Segment Start: Data for analysis

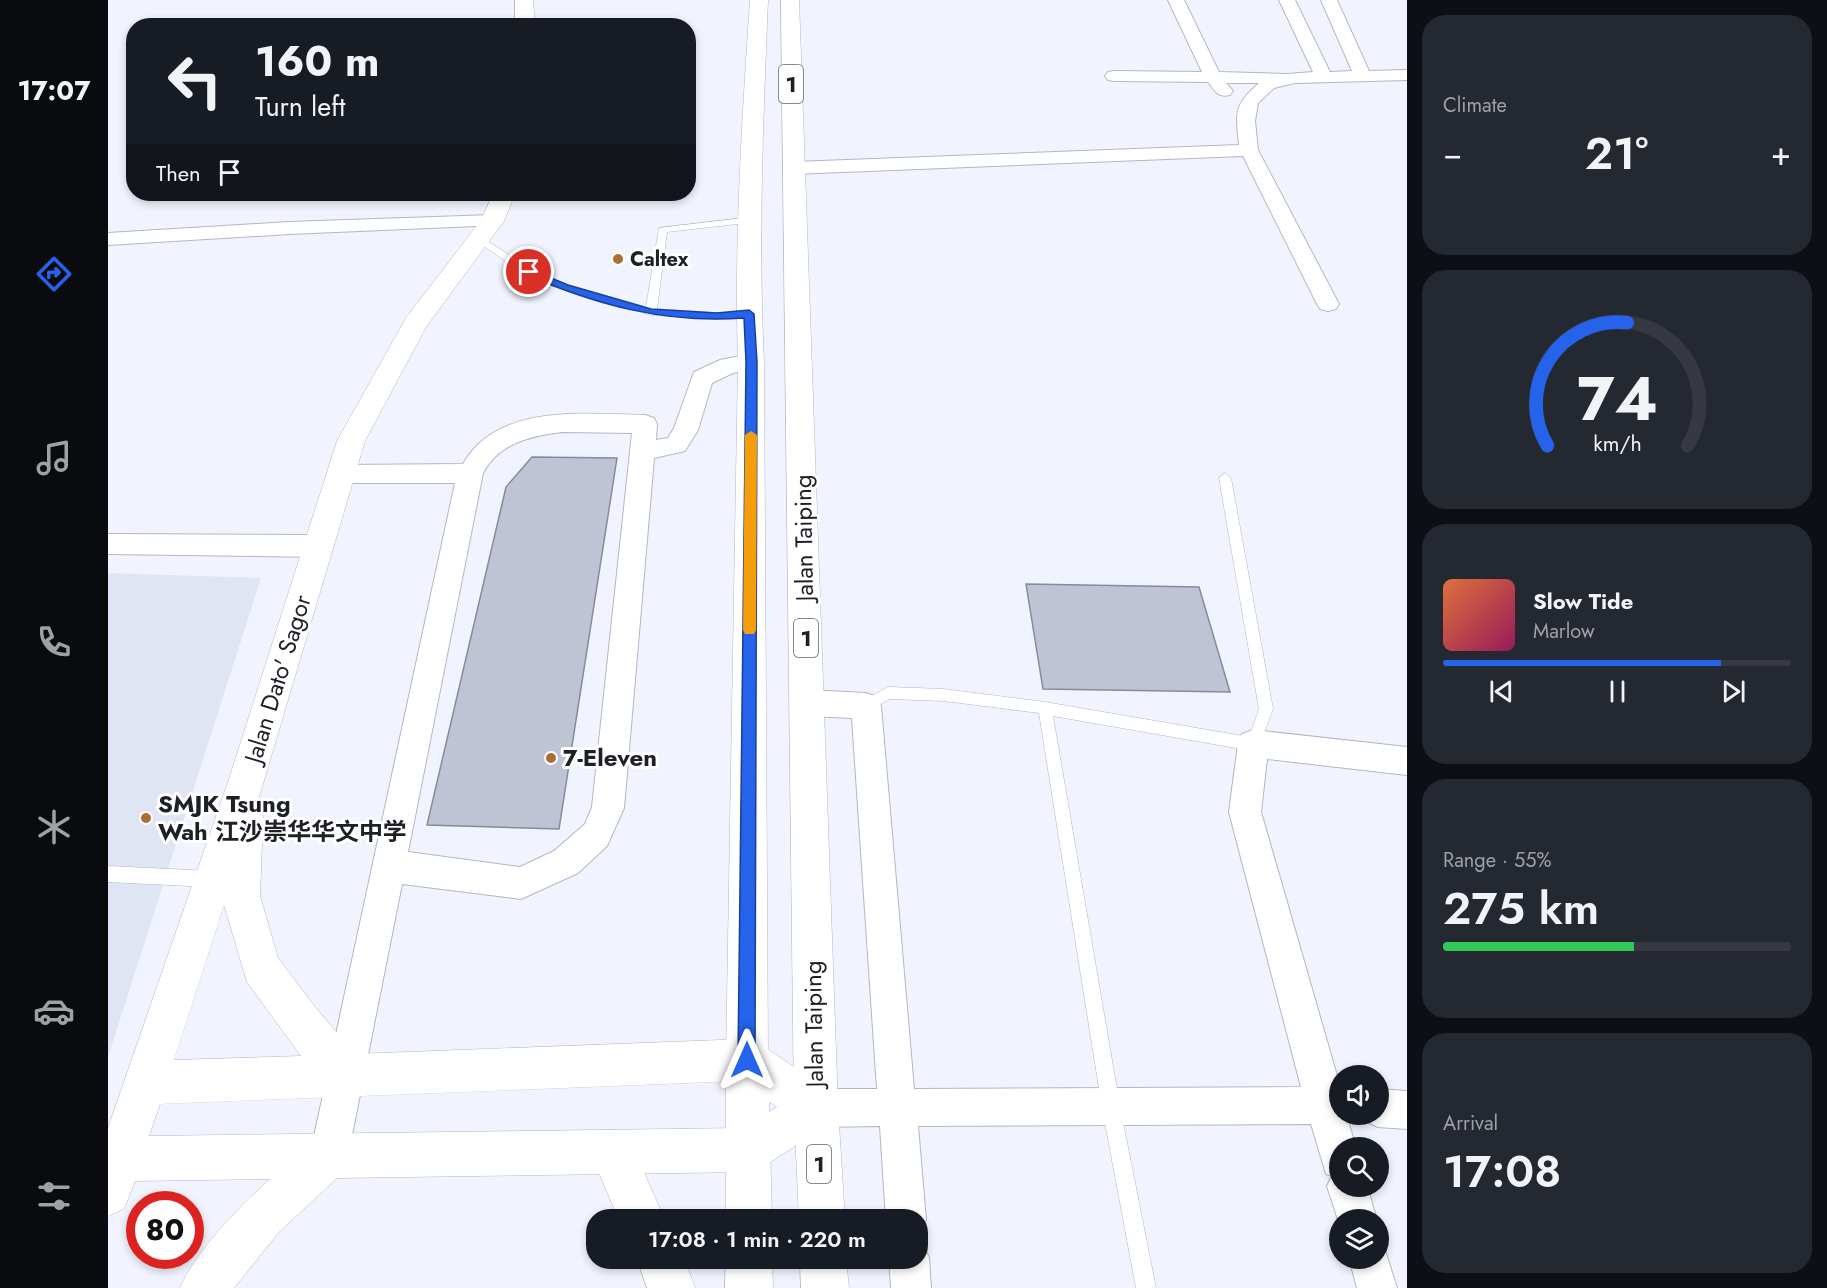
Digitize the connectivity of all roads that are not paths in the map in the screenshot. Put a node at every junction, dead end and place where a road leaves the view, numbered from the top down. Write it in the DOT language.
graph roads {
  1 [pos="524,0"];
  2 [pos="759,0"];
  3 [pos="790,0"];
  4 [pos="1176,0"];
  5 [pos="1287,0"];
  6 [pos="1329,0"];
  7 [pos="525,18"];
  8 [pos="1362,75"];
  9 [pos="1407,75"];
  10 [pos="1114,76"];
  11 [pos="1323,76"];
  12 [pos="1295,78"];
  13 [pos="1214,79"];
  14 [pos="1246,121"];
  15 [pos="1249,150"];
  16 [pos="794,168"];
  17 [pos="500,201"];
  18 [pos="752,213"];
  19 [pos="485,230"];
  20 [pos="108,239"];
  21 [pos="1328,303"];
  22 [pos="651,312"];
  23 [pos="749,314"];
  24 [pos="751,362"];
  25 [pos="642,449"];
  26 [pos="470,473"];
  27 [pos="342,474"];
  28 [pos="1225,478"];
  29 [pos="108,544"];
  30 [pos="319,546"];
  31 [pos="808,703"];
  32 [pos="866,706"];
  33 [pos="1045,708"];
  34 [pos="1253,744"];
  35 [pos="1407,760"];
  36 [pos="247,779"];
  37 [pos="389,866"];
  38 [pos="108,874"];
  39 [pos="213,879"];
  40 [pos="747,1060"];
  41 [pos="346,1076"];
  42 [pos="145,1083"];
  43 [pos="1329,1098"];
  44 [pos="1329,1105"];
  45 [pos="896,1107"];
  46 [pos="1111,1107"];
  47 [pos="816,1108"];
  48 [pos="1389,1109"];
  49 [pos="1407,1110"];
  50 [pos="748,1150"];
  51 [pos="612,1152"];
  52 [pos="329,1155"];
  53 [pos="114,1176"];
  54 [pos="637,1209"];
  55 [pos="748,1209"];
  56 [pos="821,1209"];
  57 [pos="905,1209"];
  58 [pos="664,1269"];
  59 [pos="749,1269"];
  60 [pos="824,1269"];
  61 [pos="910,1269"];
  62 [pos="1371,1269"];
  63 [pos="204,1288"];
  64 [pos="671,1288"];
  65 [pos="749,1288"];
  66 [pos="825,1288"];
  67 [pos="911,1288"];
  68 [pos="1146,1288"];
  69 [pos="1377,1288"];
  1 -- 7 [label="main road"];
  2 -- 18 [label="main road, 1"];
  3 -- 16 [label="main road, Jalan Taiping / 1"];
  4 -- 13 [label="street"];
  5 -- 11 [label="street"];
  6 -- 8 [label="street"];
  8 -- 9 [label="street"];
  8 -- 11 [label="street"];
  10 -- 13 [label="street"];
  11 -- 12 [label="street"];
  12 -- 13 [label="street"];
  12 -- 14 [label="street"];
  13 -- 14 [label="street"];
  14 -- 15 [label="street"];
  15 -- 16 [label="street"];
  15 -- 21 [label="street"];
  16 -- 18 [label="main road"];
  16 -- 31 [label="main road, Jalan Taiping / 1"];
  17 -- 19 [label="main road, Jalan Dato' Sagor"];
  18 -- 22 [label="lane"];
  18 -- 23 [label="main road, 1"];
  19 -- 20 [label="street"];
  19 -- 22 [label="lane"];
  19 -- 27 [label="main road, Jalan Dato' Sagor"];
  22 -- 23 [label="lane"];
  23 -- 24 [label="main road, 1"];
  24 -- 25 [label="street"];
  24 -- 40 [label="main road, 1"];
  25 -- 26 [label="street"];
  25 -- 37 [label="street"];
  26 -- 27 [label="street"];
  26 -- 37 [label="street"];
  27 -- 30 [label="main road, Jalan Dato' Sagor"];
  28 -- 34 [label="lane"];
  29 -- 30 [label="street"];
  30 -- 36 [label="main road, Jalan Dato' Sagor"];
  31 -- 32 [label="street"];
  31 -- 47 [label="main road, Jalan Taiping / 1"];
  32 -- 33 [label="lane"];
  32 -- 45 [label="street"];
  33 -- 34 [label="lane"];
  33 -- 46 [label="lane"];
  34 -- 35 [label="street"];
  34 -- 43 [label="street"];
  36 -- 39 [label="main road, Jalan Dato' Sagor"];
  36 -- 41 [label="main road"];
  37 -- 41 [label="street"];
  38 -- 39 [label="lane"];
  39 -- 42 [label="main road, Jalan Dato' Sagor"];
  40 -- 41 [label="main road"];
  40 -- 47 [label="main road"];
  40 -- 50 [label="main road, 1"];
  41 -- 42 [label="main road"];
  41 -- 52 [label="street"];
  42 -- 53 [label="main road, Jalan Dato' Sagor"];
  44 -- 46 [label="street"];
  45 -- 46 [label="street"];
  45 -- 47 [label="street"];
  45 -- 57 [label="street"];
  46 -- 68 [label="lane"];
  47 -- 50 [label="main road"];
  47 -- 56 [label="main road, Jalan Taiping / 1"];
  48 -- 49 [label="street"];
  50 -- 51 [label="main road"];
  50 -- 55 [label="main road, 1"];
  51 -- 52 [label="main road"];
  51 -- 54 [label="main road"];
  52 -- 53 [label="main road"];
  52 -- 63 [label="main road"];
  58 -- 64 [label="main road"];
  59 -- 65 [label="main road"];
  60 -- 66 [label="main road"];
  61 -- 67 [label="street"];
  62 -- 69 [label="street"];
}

Segment End: Data for analysis

### Assignment
Count up the lines in the listing that hold the word "Sagor", and give that number only.

### Solution for this problem
7